Ситуационный центр управления информационной безопасностью (Security Operation Center, SOC) предназначен для централизованного сбора и анализа информации о событиях, поступающих из различных источников. Подобные центры позволяют повысить автоматизацию процессов, связанных с управлением инцидентами информационной безопасности (ИБ).
Ситуационный центр управления ИБ состоит из трех основных частей: программно-технической, документационной и кадровой. Программно-техническая часть центра реализуется на основе специализированных систем мониторинга событий информационной безопасности. Одним из примеров подобных систем является продукт ArcSight ESM, занимающий лидирующие позиции в данной области.
Документационная часть ситуационного центра включает в себя набор документов, описывающих основные процессы, связанные с выявлением и реагированием на инциденты безопасности. В состав базовых документов входят должностные инструкции операторов и администраторов центра, политика и регламенты управления инцидентами, база данных инцидентов ИБ и т. д.
Кадровая составляющая ситуационного центра управления ИБ – это выделение сотрудников, ответственных за работу в центре управления. Как правило, рассматриваются роли системного администратора, администратора безопасности, оператора и аналитика инцидентов безопасности.
Создание ситуационного центра управления ИБ реализуется в несколько этапов, включая такие как обследование, проектирование, внедрение и опытную эксплуатацию центра.
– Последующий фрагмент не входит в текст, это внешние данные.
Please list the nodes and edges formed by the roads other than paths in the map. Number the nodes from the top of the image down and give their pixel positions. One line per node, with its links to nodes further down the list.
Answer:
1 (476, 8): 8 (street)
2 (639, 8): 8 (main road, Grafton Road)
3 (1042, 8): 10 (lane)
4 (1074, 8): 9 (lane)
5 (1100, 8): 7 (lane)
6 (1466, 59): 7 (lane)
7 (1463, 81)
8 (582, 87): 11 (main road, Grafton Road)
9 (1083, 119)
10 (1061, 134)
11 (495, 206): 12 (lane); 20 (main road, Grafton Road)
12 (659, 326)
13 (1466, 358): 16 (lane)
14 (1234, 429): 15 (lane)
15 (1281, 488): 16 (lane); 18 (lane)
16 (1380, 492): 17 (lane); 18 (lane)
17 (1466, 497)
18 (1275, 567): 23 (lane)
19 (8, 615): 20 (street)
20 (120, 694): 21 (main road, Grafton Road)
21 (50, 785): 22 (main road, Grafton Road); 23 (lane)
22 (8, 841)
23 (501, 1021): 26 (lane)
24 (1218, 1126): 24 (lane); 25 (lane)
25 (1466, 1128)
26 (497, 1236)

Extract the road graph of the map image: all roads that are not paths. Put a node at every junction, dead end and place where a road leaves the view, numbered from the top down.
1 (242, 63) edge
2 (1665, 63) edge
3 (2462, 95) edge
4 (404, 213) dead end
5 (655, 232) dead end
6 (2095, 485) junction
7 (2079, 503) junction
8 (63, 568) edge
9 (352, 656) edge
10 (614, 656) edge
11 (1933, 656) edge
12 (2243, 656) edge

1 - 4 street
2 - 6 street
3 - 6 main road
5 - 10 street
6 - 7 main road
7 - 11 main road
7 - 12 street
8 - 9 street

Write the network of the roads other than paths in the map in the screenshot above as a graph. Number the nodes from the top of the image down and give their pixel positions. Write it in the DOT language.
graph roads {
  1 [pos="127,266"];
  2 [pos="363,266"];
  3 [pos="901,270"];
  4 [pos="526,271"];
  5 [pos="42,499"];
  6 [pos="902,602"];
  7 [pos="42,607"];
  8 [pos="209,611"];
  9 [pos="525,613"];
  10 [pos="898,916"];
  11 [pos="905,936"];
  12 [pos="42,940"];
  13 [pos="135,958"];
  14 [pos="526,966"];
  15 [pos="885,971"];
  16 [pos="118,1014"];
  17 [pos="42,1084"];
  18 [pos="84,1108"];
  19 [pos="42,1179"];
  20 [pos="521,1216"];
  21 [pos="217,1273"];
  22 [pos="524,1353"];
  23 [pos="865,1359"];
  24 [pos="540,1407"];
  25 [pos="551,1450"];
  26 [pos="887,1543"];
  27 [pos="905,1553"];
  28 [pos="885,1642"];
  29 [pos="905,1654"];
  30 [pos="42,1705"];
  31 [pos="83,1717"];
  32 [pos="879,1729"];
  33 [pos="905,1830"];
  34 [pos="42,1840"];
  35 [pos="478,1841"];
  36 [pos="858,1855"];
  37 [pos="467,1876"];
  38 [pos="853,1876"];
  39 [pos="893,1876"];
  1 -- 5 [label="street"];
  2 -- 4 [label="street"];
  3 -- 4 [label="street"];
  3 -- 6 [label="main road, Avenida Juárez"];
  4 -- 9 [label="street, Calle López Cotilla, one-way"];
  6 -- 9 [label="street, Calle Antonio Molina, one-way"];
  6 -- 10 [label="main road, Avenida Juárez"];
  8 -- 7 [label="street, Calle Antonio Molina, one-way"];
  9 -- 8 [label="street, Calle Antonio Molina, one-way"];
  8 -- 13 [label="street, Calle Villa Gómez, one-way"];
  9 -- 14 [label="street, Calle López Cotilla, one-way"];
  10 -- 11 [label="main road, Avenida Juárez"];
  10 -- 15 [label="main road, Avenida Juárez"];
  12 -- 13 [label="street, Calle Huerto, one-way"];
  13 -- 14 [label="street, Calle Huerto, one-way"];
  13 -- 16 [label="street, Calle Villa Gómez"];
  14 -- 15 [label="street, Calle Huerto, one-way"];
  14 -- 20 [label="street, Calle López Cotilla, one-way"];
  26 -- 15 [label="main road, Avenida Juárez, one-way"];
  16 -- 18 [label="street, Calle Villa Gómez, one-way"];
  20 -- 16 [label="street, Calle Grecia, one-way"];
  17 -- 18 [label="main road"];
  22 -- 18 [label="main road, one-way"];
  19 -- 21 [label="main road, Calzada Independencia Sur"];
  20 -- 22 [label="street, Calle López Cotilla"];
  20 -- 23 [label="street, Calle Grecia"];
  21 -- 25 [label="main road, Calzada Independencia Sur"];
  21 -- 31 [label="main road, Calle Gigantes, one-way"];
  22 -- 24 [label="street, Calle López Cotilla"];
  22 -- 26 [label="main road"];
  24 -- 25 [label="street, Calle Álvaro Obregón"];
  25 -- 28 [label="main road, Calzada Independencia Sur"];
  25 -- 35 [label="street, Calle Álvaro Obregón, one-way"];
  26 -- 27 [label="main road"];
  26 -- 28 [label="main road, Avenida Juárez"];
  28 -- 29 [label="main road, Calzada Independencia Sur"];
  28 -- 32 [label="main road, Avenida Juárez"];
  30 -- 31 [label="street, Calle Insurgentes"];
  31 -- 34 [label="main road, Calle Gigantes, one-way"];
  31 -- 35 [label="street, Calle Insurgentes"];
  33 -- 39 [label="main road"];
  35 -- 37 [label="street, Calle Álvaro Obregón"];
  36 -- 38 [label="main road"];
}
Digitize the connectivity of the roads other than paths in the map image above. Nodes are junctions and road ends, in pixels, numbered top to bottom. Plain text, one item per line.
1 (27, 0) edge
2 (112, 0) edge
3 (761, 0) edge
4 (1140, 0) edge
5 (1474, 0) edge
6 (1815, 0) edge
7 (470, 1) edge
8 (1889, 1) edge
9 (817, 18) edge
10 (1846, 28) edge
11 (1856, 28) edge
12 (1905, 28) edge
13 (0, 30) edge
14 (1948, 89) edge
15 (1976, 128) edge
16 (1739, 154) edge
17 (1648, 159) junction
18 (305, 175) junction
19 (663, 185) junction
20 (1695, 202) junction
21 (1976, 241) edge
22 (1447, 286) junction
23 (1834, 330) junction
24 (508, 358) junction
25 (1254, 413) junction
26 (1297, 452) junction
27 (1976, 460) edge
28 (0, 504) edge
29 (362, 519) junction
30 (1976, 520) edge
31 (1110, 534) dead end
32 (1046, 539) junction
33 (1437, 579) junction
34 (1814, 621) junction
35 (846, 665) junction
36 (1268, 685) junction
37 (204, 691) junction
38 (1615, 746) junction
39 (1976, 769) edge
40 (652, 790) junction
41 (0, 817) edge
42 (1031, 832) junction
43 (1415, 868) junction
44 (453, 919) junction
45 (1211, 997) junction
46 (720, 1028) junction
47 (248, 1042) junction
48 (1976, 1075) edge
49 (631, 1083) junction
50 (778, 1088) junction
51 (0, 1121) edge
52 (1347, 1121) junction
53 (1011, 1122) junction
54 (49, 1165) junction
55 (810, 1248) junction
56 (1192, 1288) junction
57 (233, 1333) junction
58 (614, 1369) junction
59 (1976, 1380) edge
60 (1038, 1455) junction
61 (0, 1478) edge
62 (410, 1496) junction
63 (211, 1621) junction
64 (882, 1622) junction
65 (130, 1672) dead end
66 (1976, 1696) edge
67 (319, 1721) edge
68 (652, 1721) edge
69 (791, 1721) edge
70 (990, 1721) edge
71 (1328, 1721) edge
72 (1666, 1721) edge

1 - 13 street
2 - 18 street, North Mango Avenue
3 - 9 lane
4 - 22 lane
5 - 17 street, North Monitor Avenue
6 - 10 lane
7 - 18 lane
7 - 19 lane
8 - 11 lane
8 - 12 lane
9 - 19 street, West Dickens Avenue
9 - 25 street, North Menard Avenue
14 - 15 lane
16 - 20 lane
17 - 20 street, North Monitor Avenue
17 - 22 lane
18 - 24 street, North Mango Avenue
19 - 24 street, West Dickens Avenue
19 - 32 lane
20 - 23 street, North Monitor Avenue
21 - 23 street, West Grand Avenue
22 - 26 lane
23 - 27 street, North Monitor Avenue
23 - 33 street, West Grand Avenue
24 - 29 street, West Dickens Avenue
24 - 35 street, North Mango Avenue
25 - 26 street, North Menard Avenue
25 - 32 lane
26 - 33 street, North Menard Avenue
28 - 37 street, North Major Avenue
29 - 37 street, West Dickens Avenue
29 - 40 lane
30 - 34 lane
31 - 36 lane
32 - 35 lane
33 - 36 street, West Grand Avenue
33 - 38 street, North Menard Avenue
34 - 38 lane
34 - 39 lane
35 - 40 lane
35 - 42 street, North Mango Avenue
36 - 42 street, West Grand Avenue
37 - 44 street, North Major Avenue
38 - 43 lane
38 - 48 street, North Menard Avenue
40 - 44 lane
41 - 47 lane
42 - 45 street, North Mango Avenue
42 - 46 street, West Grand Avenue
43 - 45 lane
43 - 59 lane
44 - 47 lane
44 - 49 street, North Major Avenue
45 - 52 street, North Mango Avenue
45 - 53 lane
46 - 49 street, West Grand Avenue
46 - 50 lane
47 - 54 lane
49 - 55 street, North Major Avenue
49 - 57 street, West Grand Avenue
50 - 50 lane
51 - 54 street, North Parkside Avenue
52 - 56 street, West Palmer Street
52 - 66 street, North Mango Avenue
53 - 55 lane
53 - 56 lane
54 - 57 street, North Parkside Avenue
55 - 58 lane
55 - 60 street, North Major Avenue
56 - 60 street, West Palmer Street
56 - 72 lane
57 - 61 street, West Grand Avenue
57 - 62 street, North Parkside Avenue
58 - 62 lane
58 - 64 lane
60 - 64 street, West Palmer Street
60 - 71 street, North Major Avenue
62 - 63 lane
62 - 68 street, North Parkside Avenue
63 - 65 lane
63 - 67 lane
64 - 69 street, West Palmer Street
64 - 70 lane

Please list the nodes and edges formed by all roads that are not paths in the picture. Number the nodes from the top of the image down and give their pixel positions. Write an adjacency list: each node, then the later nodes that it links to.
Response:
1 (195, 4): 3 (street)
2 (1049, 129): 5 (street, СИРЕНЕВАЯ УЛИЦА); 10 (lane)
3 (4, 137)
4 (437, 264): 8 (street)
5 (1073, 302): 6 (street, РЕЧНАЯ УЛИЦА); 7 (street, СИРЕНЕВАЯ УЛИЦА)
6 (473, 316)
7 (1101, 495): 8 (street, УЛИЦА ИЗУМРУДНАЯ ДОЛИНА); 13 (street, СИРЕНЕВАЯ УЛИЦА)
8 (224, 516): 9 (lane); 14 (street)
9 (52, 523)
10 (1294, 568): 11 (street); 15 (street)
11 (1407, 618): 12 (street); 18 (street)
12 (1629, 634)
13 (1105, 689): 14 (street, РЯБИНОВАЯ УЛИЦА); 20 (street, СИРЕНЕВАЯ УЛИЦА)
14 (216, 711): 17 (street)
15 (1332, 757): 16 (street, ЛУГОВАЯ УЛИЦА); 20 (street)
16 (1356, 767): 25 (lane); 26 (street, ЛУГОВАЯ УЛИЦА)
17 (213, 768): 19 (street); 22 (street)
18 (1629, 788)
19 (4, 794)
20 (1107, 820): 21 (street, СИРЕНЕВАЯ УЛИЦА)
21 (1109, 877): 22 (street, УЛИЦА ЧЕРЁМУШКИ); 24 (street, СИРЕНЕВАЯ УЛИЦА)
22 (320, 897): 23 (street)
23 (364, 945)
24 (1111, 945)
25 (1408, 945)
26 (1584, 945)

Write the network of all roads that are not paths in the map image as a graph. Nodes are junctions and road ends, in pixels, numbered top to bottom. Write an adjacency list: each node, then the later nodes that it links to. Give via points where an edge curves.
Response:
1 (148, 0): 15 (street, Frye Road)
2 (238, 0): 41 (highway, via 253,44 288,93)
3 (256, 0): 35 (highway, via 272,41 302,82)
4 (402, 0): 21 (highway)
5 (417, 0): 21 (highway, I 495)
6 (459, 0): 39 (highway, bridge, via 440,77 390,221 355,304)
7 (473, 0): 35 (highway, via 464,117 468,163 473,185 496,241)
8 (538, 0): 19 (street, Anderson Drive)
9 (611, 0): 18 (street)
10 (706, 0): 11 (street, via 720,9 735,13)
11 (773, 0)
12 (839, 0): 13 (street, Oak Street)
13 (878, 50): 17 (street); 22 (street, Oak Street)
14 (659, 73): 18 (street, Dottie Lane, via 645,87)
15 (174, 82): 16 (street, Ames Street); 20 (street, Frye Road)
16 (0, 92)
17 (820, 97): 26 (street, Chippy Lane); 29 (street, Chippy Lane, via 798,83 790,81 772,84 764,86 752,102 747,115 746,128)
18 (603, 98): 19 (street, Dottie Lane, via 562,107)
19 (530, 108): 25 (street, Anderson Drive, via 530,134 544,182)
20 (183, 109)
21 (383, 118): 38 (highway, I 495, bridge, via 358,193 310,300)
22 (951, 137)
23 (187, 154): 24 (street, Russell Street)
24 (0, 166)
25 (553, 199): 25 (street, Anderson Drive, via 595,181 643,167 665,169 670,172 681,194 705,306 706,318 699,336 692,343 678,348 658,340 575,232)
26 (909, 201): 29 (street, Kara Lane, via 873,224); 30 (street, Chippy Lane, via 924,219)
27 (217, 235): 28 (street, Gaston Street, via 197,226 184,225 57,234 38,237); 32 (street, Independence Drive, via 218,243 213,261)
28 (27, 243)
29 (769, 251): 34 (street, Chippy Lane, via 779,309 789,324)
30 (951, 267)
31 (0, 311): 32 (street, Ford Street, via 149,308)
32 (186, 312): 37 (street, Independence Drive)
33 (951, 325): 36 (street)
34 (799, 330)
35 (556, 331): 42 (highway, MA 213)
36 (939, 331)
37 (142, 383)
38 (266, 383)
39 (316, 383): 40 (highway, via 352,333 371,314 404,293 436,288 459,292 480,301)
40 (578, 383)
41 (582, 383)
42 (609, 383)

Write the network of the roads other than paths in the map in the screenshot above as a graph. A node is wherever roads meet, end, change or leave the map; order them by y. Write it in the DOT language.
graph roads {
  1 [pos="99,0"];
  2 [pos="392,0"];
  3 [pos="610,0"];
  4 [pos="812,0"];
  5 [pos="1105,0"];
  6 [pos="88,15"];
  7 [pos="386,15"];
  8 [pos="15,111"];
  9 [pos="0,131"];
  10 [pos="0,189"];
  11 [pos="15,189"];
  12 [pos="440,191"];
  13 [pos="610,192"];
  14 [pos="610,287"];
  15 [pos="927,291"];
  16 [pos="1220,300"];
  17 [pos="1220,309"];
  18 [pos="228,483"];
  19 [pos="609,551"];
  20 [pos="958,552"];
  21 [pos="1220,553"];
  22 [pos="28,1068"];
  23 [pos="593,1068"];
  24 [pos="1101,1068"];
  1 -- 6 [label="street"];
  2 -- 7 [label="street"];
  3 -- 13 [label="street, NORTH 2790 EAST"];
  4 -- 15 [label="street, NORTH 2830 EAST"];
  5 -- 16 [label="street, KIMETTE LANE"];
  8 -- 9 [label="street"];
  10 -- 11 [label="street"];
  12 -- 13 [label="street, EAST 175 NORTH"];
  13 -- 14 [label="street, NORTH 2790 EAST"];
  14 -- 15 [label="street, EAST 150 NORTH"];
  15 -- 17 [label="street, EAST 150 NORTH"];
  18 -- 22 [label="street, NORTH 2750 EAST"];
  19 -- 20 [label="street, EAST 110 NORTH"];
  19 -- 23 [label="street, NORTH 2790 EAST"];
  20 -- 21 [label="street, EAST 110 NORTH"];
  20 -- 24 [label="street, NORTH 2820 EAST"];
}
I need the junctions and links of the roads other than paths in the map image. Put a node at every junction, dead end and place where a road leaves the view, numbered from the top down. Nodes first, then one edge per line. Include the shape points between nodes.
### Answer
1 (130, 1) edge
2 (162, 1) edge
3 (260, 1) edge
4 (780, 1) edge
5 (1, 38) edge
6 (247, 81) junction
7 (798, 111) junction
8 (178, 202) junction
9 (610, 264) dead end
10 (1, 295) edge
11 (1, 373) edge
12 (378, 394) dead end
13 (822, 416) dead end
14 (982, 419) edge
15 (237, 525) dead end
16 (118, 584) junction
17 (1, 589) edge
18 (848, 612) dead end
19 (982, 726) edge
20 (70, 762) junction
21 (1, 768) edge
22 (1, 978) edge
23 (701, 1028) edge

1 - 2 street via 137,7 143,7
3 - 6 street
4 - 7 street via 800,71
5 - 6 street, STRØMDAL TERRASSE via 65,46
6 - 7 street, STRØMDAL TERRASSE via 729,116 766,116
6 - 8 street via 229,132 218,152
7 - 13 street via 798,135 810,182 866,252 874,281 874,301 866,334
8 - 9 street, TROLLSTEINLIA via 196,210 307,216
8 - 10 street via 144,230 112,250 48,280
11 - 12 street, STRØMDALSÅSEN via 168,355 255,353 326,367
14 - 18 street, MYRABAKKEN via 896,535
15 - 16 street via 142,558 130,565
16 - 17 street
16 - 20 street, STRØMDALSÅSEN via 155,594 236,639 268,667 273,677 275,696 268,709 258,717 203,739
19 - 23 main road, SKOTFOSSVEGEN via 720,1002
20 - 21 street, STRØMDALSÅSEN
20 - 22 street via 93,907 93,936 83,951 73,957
«В настоящее время в большинстве крупных организаций в той или иной мере существуют проблемы, связанные с автоматизацией и повышением эффективности процессов управления инцидентами безопасности. Наша новая услуга по созданию ситуационных центров управления ИБ позволяет решить эти проблемы, поэтому мы надеемся, что данное решение будет востребовано среди наших существующих и потенциальных заказчиков», - говорит Виктор Сердюк, генеральный директор ЗАО «ДиалогНаука».